ACTION ITEM - Could you transcribe the entries below exactly, without any of the pictures?
┌──
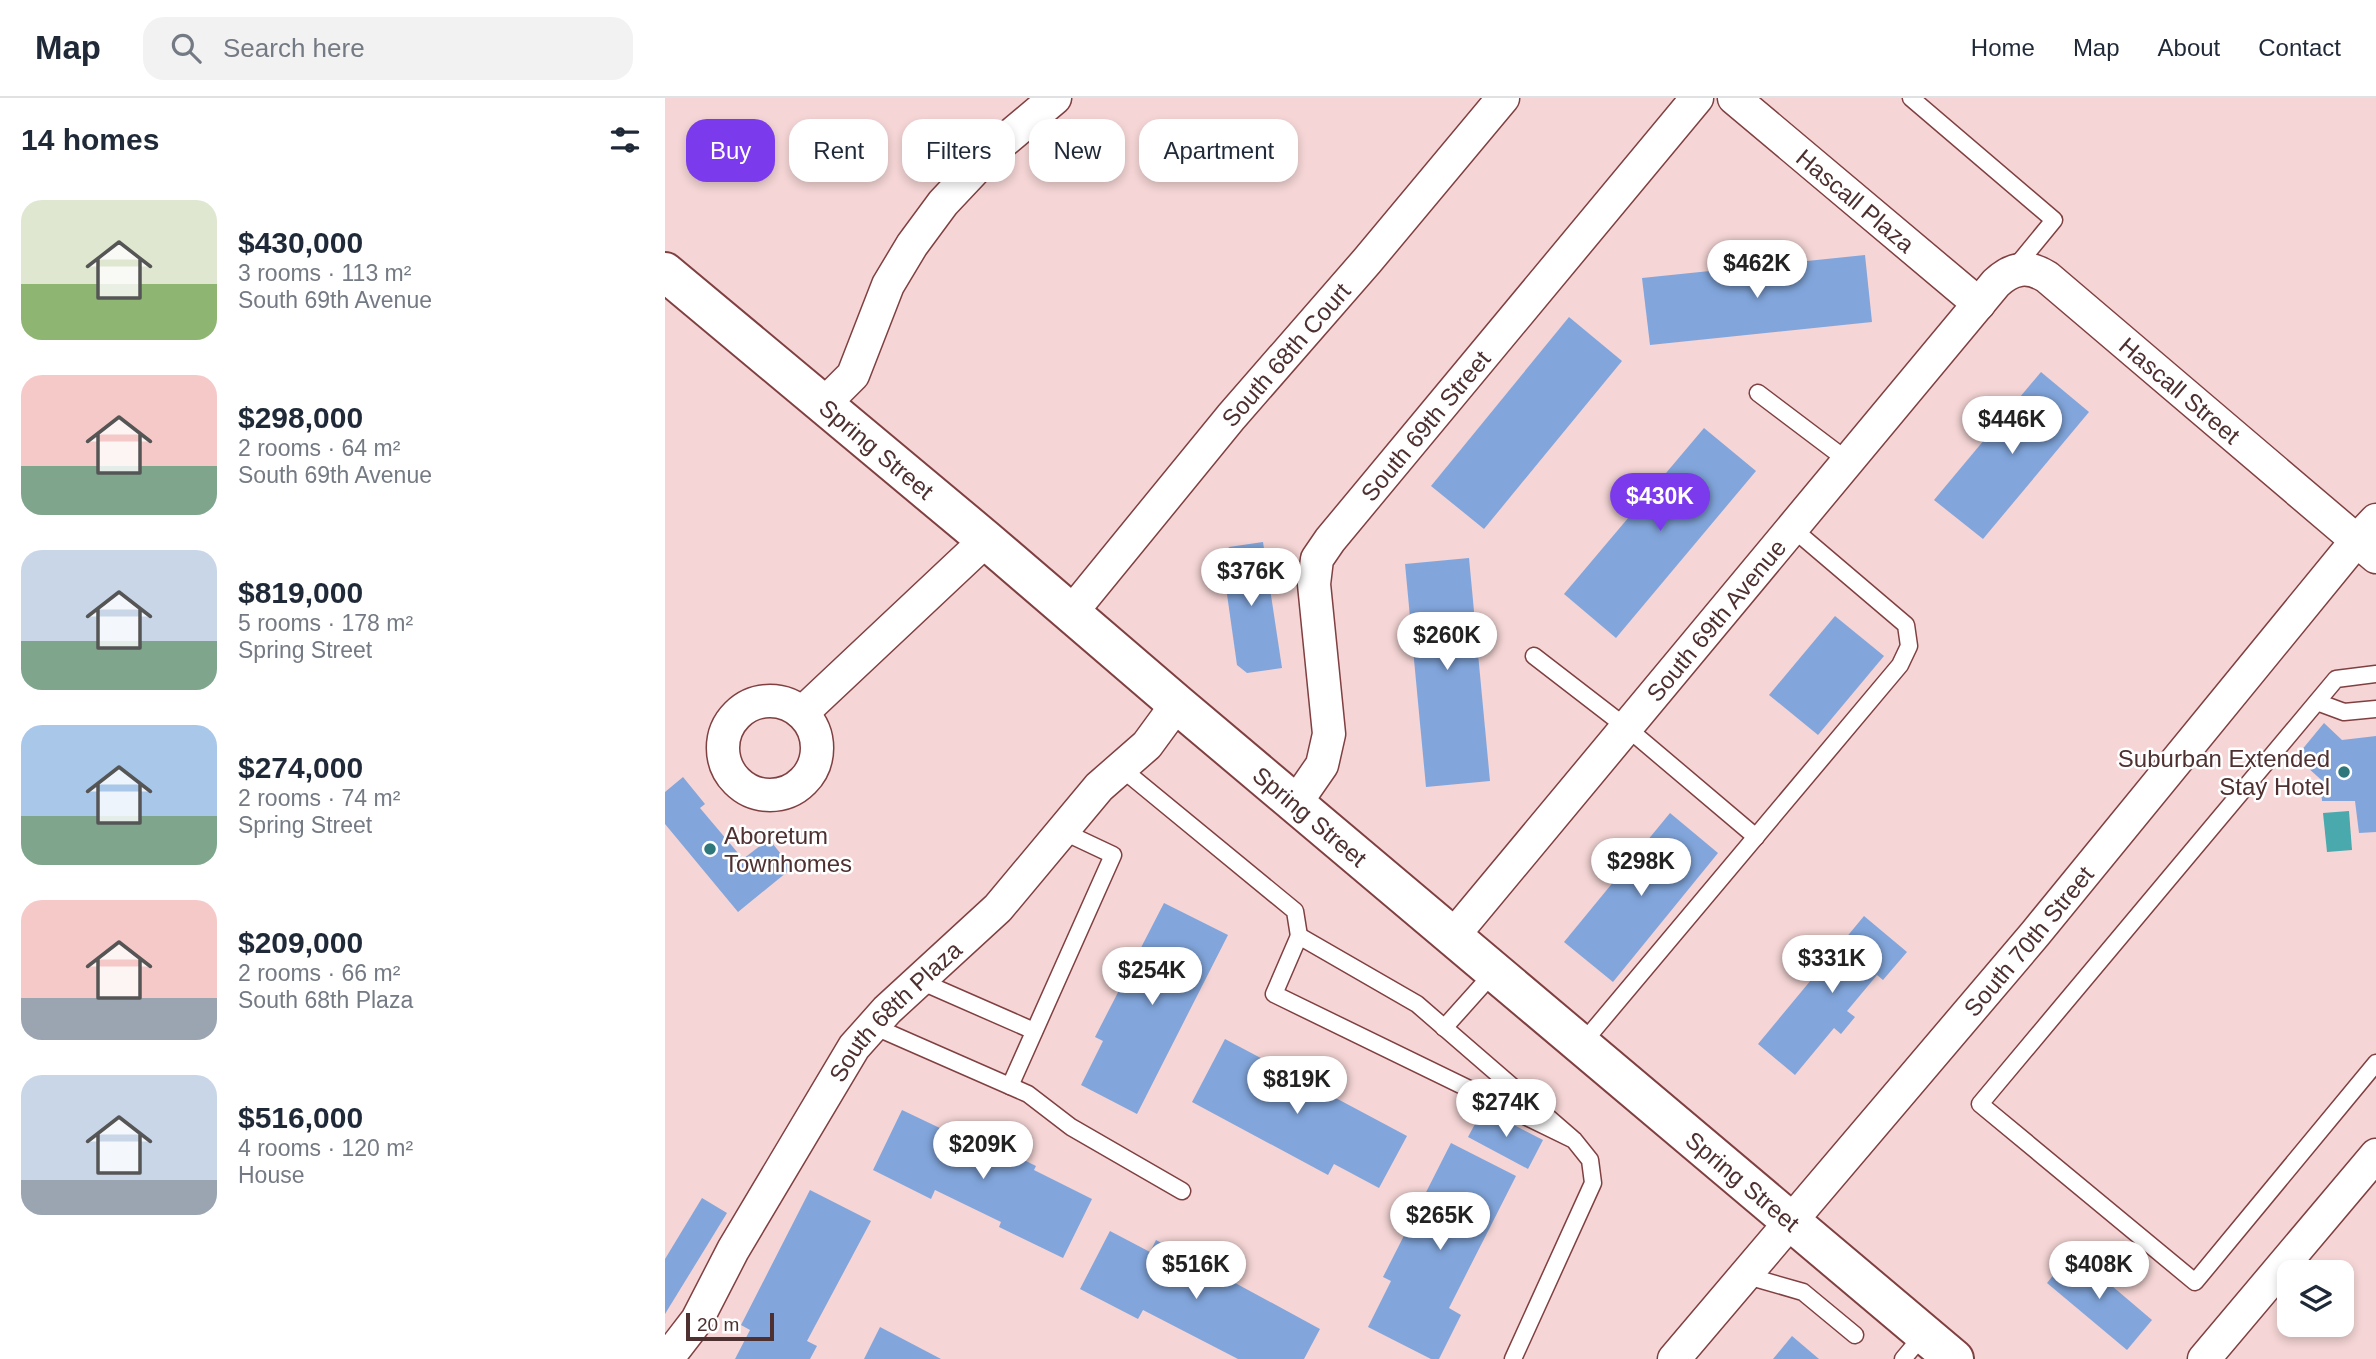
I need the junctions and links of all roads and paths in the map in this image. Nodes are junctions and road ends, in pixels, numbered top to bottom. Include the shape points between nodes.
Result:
1 (1055, 98) edge
2 (1503, 98) edge
3 (1697, 98) edge
4 (1734, 98) edge
5 (1911, 98) edge
6 (2014, 270) junction
7 (665, 272) edge
8 (1979, 304) junction
9 (1758, 393) dead end
10 (823, 405) junction
11 (1847, 461) junction
12 (1792, 528) junction
13 (2369, 539) edge
14 (986, 540) junction
15 (1071, 613) junction
16 (1534, 656) dead end
17 (2376, 674) edge
18 (2317, 702) junction
19 (1177, 704) junction
20 (2376, 709) edge
21 (802, 713) dead end
22 (1626, 727) junction
23 (1121, 768) junction
24 (1296, 804) junction
25 (1062, 831) junction
26 (1756, 836) junction
27 (1299, 936) junction
28 (1453, 936) junction
29 (1495, 971) junction
30 (920, 981) junction
31 (873, 1026) junction
32 (1444, 1028) junction
33 (1034, 1031) junction
34 (1581, 1045) junction
35 (2376, 1063) edge
36 (1010, 1086) junction
37 (1574, 1140) junction
38 (2376, 1155) edge
39 (1182, 1191) dead end
40 (1789, 1221) junction
41 (1744, 1275) junction
42 (1855, 1335) dead end
43 (1913, 1346) edge
44 (667, 1359) edge
45 (1513, 1359) edge
46 (1674, 1359) edge
47 (1954, 1359) edge
48 (2204, 1359) edge

1 - 10 street via 992,151 943,203 888,285 853,375
2 - 15 street, South 68th Court
3 - 24 street, South 69th Street via 1317,559 1314,584 1329,734 1322,765
4 - 8 street, Hascall Plaza
5 - 6 lane via 2054,220
6 - 8 street
6 - 13 street, Hascall Street via 2036,270 2047,277
7 - 10 street, Spring Street
8 - 11 street, South 69th Avenue
9 - 11 lane
10 - 14 street, Spring Street
11 - 12 street, South 69th Avenue
12 - 22 street, South 69th Avenue
12 - 26 lane via 1906,625 1909,646 1900,665
13 - 40 street, South 70th Street
14 - 15 street, Spring Street
14 - 21 street
15 - 19 street, Spring Street
16 - 22 lane
17 - 18 lane via 2336,679
18 - 20 lane via 2344,712
18 - 35 lane via 1980,1104 2195,1282
19 - 23 street, South 68th Plaza via 1147,745
19 - 24 street, Spring Street
22 - 26 lane
22 - 28 street, South 69th Avenue
23 - 25 street, South 68th Plaza
23 - 27 lane via 1295,911
24 - 28 street, Spring Street
25 - 30 street, South 68th Plaza via 998,908
25 - 33 lane via 1113,855
26 - 34 lane
27 - 32 lane via 1416,1003
27 - 37 lane via 1274,994
28 - 29 street, Spring Street
29 - 32 lane
29 - 34 street, Spring Street
30 - 31 street, South 68th Plaza
30 - 33 lane
31 - 36 lane
31 - 44 street, South 68th Plaza via 842,1064 733,1250 697,1321
32 - 37 lane
33 - 36 lane
34 - 40 street, Spring Street
36 - 39 lane
37 - 45 lane via 1590,1160 1594,1183
38 - 48 street
40 - 41 street, South 70th Street
40 - 43 street, Spring Street
41 - 42 lane via 1803,1292
41 - 46 street, South 70th Street
43 - 47 street, Spring Street

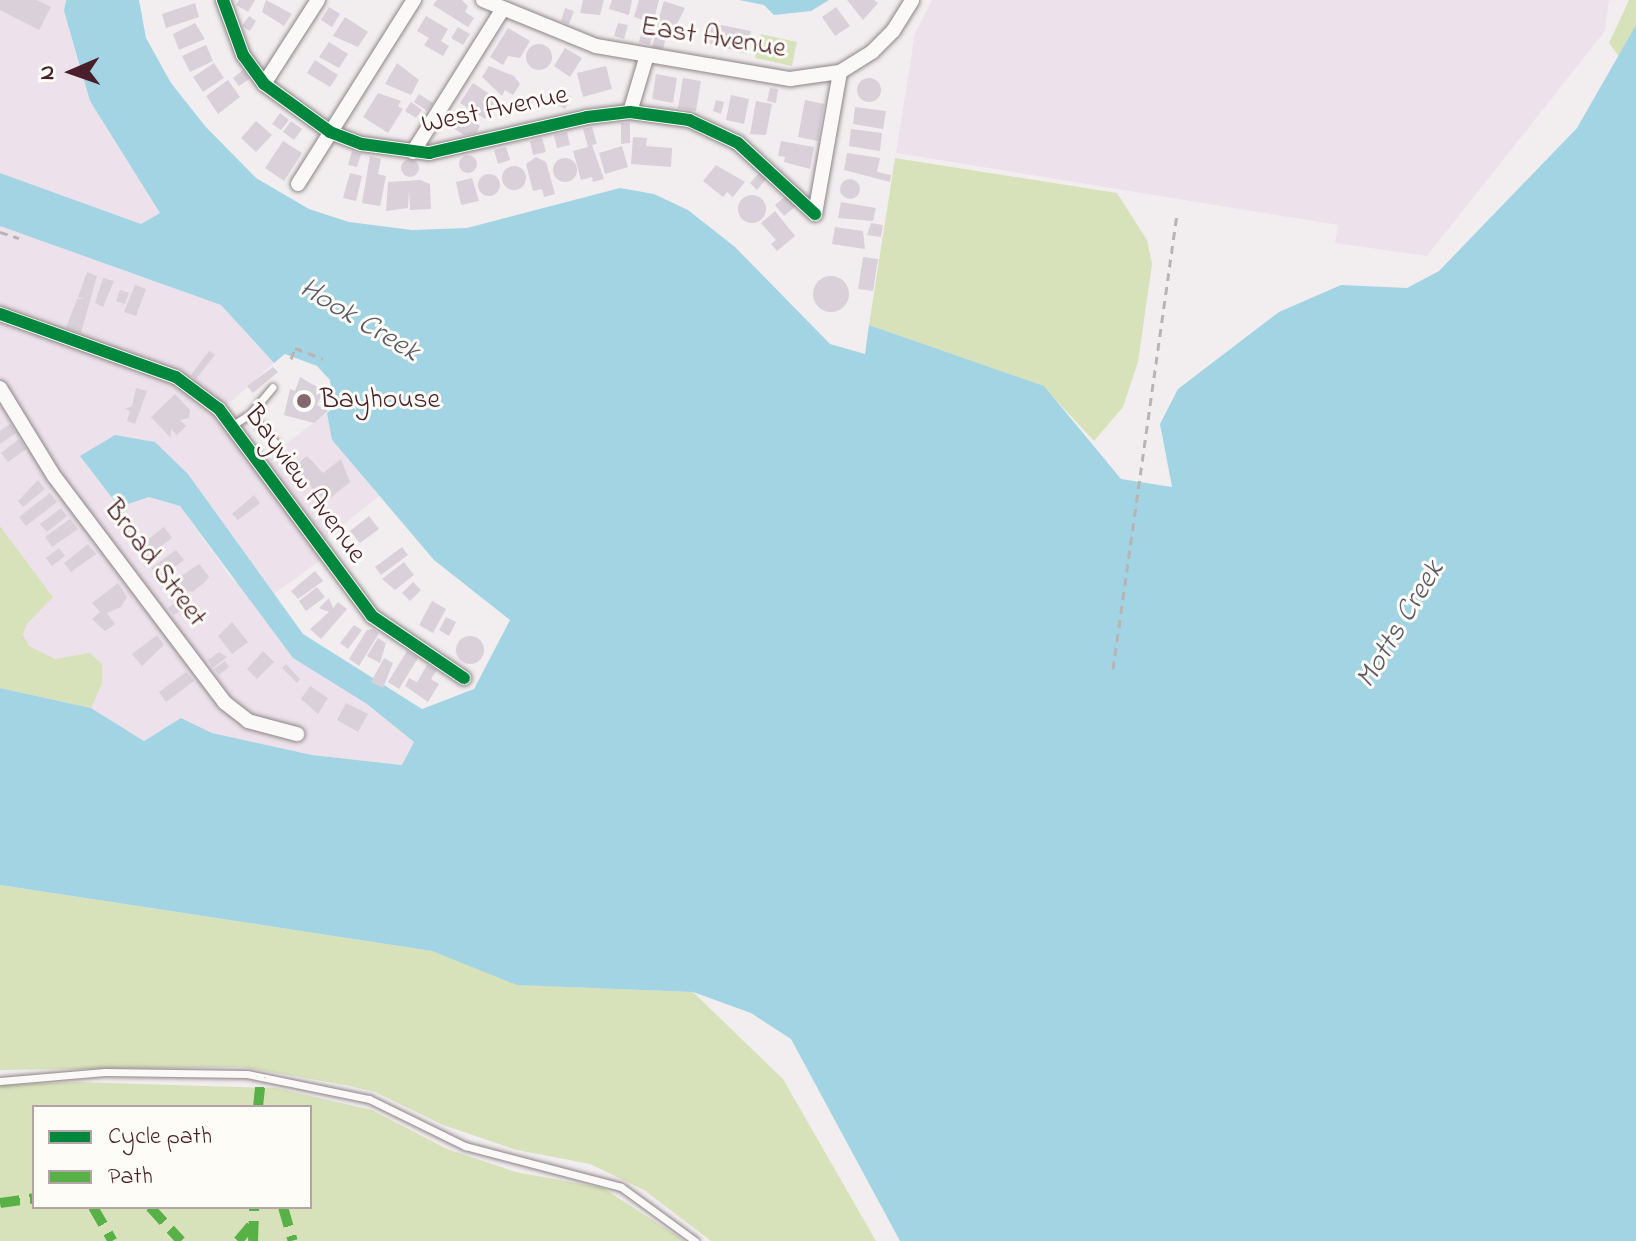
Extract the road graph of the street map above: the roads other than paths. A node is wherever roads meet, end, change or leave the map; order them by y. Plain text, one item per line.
1 (223, 0) edge
2 (318, 0) edge
3 (414, 0) edge
4 (483, 0) edge
5 (912, 0) edge
6 (502, 10) junction
7 (647, 55) junction
8 (840, 72) junction
9 (264, 84) junction
10 (630, 112) junction
11 (330, 132) junction
12 (413, 152) junction
13 (298, 184) dead end
14 (0, 314) edge
15 (273, 387) dead end
16 (0, 388) edge
17 (250, 414) junction
18 (231, 426) junction
19 (275, 443) dead end
20 (464, 678) dead end
21 (297, 734) dead end
22 (0, 1081) edge
23 (695, 1241) edge

1 - 9 street, West Avenue
2 - 9 street
3 - 11 street
4 - 6 street, East Avenue
5 - 8 street
6 - 7 street, East Avenue
6 - 12 street
7 - 8 street, East Avenue
7 - 10 street
8 - 10 street, West Avenue
9 - 11 street, West Avenue
10 - 12 street, West Avenue
11 - 12 street, West Avenue
11 - 13 street
14 - 18 street, Bayview Avenue
15 - 17 lane
16 - 21 street, Broad Street
17 - 18 lane
17 - 19 lane
18 - 20 street, Bayview Avenue
22 - 23 lane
└──
TASK OUTPUT -
I need the junctions and links of all roads and paths in the map in this image. Nodes are junctions and road ends, in pixels, numbered top to bottom. Include the shape points between nodes.
Result:
1 (1055, 98) edge
2 (1503, 98) edge
3 (1697, 98) edge
4 (1734, 98) edge
5 (1911, 98) edge
6 (2014, 270) junction
7 (665, 272) edge
8 (1979, 304) junction
9 (1758, 393) dead end
10 (823, 405) junction
11 (1847, 461) junction
12 (1792, 528) junction
13 (2369, 539) edge
14 (986, 540) junction
15 (1071, 613) junction
16 (1534, 656) dead end
17 (2376, 674) edge
18 (2317, 702) junction
19 (1177, 704) junction
20 (2376, 709) edge
21 (802, 713) dead end
22 (1626, 727) junction
23 (1121, 768) junction
24 (1296, 804) junction
25 (1062, 831) junction
26 (1756, 836) junction
27 (1299, 936) junction
28 (1453, 936) junction
29 (1495, 971) junction
30 (920, 981) junction
31 (873, 1026) junction
32 (1444, 1028) junction
33 (1034, 1031) junction
34 (1581, 1045) junction
35 (2376, 1063) edge
36 (1010, 1086) junction
37 (1574, 1140) junction
38 (2376, 1155) edge
39 (1182, 1191) dead end
40 (1789, 1221) junction
41 (1744, 1275) junction
42 (1855, 1335) dead end
43 (1913, 1346) edge
44 (667, 1359) edge
45 (1513, 1359) edge
46 (1674, 1359) edge
47 (1954, 1359) edge
48 (2204, 1359) edge

1 - 10 street via 992,151 943,203 888,285 853,375
2 - 15 street, South 68th Court
3 - 24 street, South 69th Street via 1317,559 1314,584 1329,734 1322,765
4 - 8 street, Hascall Plaza
5 - 6 lane via 2054,220
6 - 8 street
6 - 13 street, Hascall Street via 2036,270 2047,277
7 - 10 street, Spring Street
8 - 11 street, South 69th Avenue
9 - 11 lane
10 - 14 street, Spring Street
11 - 12 street, South 69th Avenue
12 - 22 street, South 69th Avenue
12 - 26 lane via 1906,625 1909,646 1900,665
13 - 40 street, South 70th Street
14 - 15 street, Spring Street
14 - 21 street
15 - 19 street, Spring Street
16 - 22 lane
17 - 18 lane via 2336,679
18 - 20 lane via 2344,712
18 - 35 lane via 1980,1104 2195,1282
19 - 23 street, South 68th Plaza via 1147,745
19 - 24 street, Spring Street
22 - 26 lane
22 - 28 street, South 69th Avenue
23 - 25 street, South 68th Plaza
23 - 27 lane via 1295,911
24 - 28 street, Spring Street
25 - 30 street, South 68th Plaza via 998,908
25 - 33 lane via 1113,855
26 - 34 lane
27 - 32 lane via 1416,1003
27 - 37 lane via 1274,994
28 - 29 street, Spring Street
29 - 32 lane
29 - 34 street, Spring Street
30 - 31 street, South 68th Plaza
30 - 33 lane
31 - 36 lane
31 - 44 street, South 68th Plaza via 842,1064 733,1250 697,1321
32 - 37 lane
33 - 36 lane
34 - 40 street, Spring Street
36 - 39 lane
37 - 45 lane via 1590,1160 1594,1183
38 - 48 street
40 - 41 street, South 70th Street
40 - 43 street, Spring Street
41 - 42 lane via 1803,1292
41 - 46 street, South 70th Street
43 - 47 street, Spring Street

Extract the road graph of the street map above: the roads other than paths. A node is wherever roads meet, end, change or leave the map; order them by y. Plain text, one item per line.
1 (223, 0) edge
2 (318, 0) edge
3 (414, 0) edge
4 (483, 0) edge
5 (912, 0) edge
6 (502, 10) junction
7 (647, 55) junction
8 (840, 72) junction
9 (264, 84) junction
10 (630, 112) junction
11 (330, 132) junction
12 (413, 152) junction
13 (298, 184) dead end
14 (0, 314) edge
15 (273, 387) dead end
16 (0, 388) edge
17 (250, 414) junction
18 (231, 426) junction
19 (275, 443) dead end
20 (464, 678) dead end
21 (297, 734) dead end
22 (0, 1081) edge
23 (695, 1241) edge

1 - 9 street, West Avenue
2 - 9 street
3 - 11 street
4 - 6 street, East Avenue
5 - 8 street
6 - 7 street, East Avenue
6 - 12 street
7 - 8 street, East Avenue
7 - 10 street
8 - 10 street, West Avenue
9 - 11 street, West Avenue
10 - 12 street, West Avenue
11 - 12 street, West Avenue
11 - 13 street
14 - 18 street, Bayview Avenue
15 - 17 lane
16 - 21 street, Broad Street
17 - 18 lane
17 - 19 lane
18 - 20 street, Bayview Avenue
22 - 23 lane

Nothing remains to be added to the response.